Items listed in a dataset
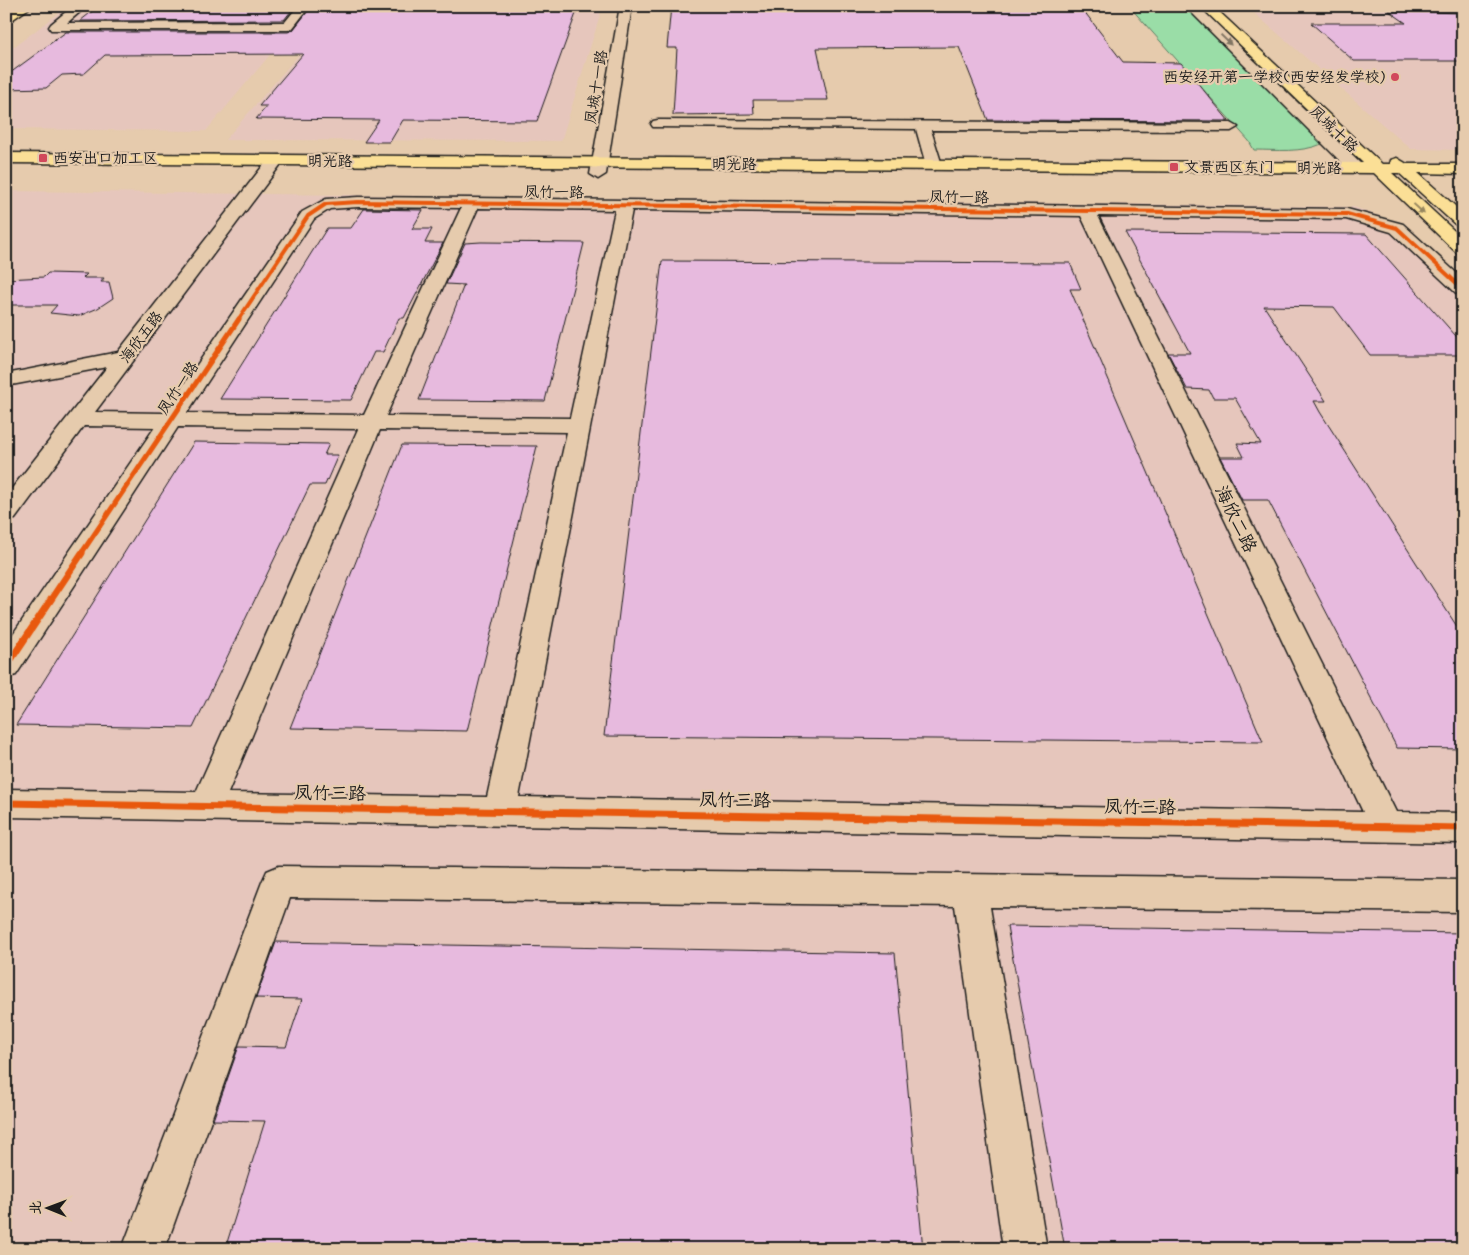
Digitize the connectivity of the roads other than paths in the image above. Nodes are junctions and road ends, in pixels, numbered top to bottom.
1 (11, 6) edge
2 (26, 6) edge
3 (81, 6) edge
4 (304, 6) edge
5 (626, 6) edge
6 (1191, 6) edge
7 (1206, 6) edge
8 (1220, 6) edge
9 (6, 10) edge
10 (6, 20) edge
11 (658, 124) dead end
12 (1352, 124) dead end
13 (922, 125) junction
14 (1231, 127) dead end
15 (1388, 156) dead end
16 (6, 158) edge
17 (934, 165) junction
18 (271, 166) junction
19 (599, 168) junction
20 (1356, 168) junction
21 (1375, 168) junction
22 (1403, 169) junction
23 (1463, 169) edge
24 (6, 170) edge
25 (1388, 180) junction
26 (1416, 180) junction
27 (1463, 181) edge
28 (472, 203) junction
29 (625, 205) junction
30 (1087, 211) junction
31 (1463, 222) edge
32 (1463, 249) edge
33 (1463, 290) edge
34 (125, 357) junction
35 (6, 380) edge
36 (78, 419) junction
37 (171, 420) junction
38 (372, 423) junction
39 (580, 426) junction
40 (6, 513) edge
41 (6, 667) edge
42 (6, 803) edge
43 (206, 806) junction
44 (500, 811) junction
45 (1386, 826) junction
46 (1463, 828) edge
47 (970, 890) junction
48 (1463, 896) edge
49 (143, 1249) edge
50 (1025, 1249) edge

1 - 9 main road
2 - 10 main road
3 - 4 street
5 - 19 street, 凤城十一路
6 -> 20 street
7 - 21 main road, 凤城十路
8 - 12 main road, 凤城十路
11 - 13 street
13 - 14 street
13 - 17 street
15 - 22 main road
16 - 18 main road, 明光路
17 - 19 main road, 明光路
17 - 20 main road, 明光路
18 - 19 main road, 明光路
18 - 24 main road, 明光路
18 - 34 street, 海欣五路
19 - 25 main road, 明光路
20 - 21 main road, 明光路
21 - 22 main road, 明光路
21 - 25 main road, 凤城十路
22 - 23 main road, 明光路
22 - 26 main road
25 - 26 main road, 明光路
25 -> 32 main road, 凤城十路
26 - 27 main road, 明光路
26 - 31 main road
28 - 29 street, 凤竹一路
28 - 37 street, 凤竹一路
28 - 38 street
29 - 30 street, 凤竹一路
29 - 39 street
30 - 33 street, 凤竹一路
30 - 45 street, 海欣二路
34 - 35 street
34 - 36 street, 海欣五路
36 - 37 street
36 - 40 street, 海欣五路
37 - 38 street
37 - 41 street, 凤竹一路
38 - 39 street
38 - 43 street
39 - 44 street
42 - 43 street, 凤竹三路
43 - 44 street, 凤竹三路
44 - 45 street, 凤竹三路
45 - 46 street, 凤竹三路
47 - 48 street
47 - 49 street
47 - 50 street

-- Instructions for the task --
Set down every line above exactly, pictures excluded.

-- Completed task --
Digitize the connectivity of the roads other than paths in the image above. Nodes are junctions and road ends, in pixels, numbered top to bottom.
1 (11, 6) edge
2 (26, 6) edge
3 (81, 6) edge
4 (304, 6) edge
5 (626, 6) edge
6 (1191, 6) edge
7 (1206, 6) edge
8 (1220, 6) edge
9 (6, 10) edge
10 (6, 20) edge
11 (658, 124) dead end
12 (1352, 124) dead end
13 (922, 125) junction
14 (1231, 127) dead end
15 (1388, 156) dead end
16 (6, 158) edge
17 (934, 165) junction
18 (271, 166) junction
19 (599, 168) junction
20 (1356, 168) junction
21 (1375, 168) junction
22 (1403, 169) junction
23 (1463, 169) edge
24 (6, 170) edge
25 (1388, 180) junction
26 (1416, 180) junction
27 (1463, 181) edge
28 (472, 203) junction
29 (625, 205) junction
30 (1087, 211) junction
31 (1463, 222) edge
32 (1463, 249) edge
33 (1463, 290) edge
34 (125, 357) junction
35 (6, 380) edge
36 (78, 419) junction
37 (171, 420) junction
38 (372, 423) junction
39 (580, 426) junction
40 (6, 513) edge
41 (6, 667) edge
42 (6, 803) edge
43 (206, 806) junction
44 (500, 811) junction
45 (1386, 826) junction
46 (1463, 828) edge
47 (970, 890) junction
48 (1463, 896) edge
49 (143, 1249) edge
50 (1025, 1249) edge

1 - 9 main road
2 - 10 main road
3 - 4 street
5 - 19 street, 凤城十一路
6 -> 20 street
7 - 21 main road, 凤城十路
8 - 12 main road, 凤城十路
11 - 13 street
13 - 14 street
13 - 17 street
15 - 22 main road
16 - 18 main road, 明光路
17 - 19 main road, 明光路
17 - 20 main road, 明光路
18 - 19 main road, 明光路
18 - 24 main road, 明光路
18 - 34 street, 海欣五路
19 - 25 main road, 明光路
20 - 21 main road, 明光路
21 - 22 main road, 明光路
21 - 25 main road, 凤城十路
22 - 23 main road, 明光路
22 - 26 main road
25 - 26 main road, 明光路
25 -> 32 main road, 凤城十路
26 - 27 main road, 明光路
26 - 31 main road
28 - 29 street, 凤竹一路
28 - 37 street, 凤竹一路
28 - 38 street
29 - 30 street, 凤竹一路
29 - 39 street
30 - 33 street, 凤竹一路
30 - 45 street, 海欣二路
34 - 35 street
34 - 36 street, 海欣五路
36 - 37 street
36 - 40 street, 海欣五路
37 - 38 street
37 - 41 street, 凤竹一路
38 - 39 street
38 - 43 street
39 - 44 street
42 - 43 street, 凤竹三路
43 - 44 street, 凤竹三路
44 - 45 street, 凤竹三路
45 - 46 street, 凤竹三路
47 - 48 street
47 - 49 street
47 - 50 street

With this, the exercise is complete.